L’idée du projet au Maroc est venue en décembre dernier, pendant une discussion avec Arnaud Cattenoy, le responsable des Academy PSG au Maroc qui m’a soumis l’idée de venir faire un stage de quelques jours chez eux, en mettant à notre disposition les terrains d’une des Academy.
Quel était l’objectif de ce voyage à Marrakech ?
L’objectif était multiple. Se faire plaisir, passer un moment ensemble pour conclure deux ans de travail commun, jouer au foot, mais aussi faire une action humanitaire en allant à la rencontre d’enfants marocains pour leur offrir du matériel. C’est important pour les enfants de voir comment cela se passe ailleurs, dans un autre pays, dans un autre continent. Qu’ils prennent conscience que la vie n’est pas la même pour tout le monde. C’est génial de pouvoir activer des choses comme ça autour de la passion que nous avons tous en commun… Ça rassemble, peu importe qui on est et d’où on vient.
Qu’ont retiré les enfants de ce projet selon toi ?
Les enfants ont vécu un moment inoubliable. Qui à 12 ans, peut se vanter d’être parti au Maroc 5 jours avec son club de foot ? C’est magnifique. Ils ont passé les 5 jours collés tous ensembles, j’ai rarement vu ça. C’était une meute, ils se déplaçaient à 12, tout le temps, partout. On était dans des conditions exceptionnelles, hôtel, piscine, mini bus pour se déplacer, un terrain entier à notre disposition, le soleil…

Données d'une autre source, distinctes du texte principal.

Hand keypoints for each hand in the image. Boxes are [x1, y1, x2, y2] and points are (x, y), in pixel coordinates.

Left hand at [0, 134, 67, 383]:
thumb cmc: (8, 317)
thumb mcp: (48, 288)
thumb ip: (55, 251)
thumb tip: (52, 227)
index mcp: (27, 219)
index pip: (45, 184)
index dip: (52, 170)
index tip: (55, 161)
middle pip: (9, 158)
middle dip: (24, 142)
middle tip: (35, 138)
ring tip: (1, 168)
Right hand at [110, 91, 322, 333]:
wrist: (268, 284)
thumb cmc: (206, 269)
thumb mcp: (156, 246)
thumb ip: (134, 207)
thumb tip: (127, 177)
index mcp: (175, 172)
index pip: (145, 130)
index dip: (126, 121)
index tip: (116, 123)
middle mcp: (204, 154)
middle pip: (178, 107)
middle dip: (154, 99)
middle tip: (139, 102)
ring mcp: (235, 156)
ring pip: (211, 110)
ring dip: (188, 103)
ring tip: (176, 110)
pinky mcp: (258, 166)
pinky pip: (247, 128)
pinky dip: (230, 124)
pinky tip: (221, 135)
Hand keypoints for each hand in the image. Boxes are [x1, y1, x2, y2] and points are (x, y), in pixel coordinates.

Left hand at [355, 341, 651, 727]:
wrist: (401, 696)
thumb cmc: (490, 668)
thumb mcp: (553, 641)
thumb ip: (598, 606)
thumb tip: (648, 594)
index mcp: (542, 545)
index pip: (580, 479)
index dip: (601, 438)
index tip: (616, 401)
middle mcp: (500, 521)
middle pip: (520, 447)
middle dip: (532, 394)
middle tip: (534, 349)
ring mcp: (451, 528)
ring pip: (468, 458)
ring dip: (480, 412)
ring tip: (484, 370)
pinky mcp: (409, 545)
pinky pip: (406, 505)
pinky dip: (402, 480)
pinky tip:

Au delà de ça je pense qu’ils ont été touchés par tous les gens que nous avons rencontré ici, par l’accueil que nous avons reçu. Ils se sont aussi rendus compte qu’on était pas si mal en France (rires). Ils se plaignent pour des détails parce qu’ils vivent dans le confort, mais en repensant à ce qu’ils ont vu ici, ils réfléchiront peut-être à deux fois avant de se plaindre de ce qu’ils ont chez eux.
Comment se sentaient les enfants vis-à-vis des caméras qui vous suivaient en permanence ?
Les caméras ont été présentes plusieurs fois avec nous cette saison, du coup la première fois ça interpelle, certains voulaient se faire remarquer ou au contraire étaient plus timides qu’à l’accoutumée, mais petit à petit, tu n’y fais plus attention.
Tu penses que ce documentaire peut inspirer d’autres éducateurs ou d’autres clubs à mener à bien des missions similaires ?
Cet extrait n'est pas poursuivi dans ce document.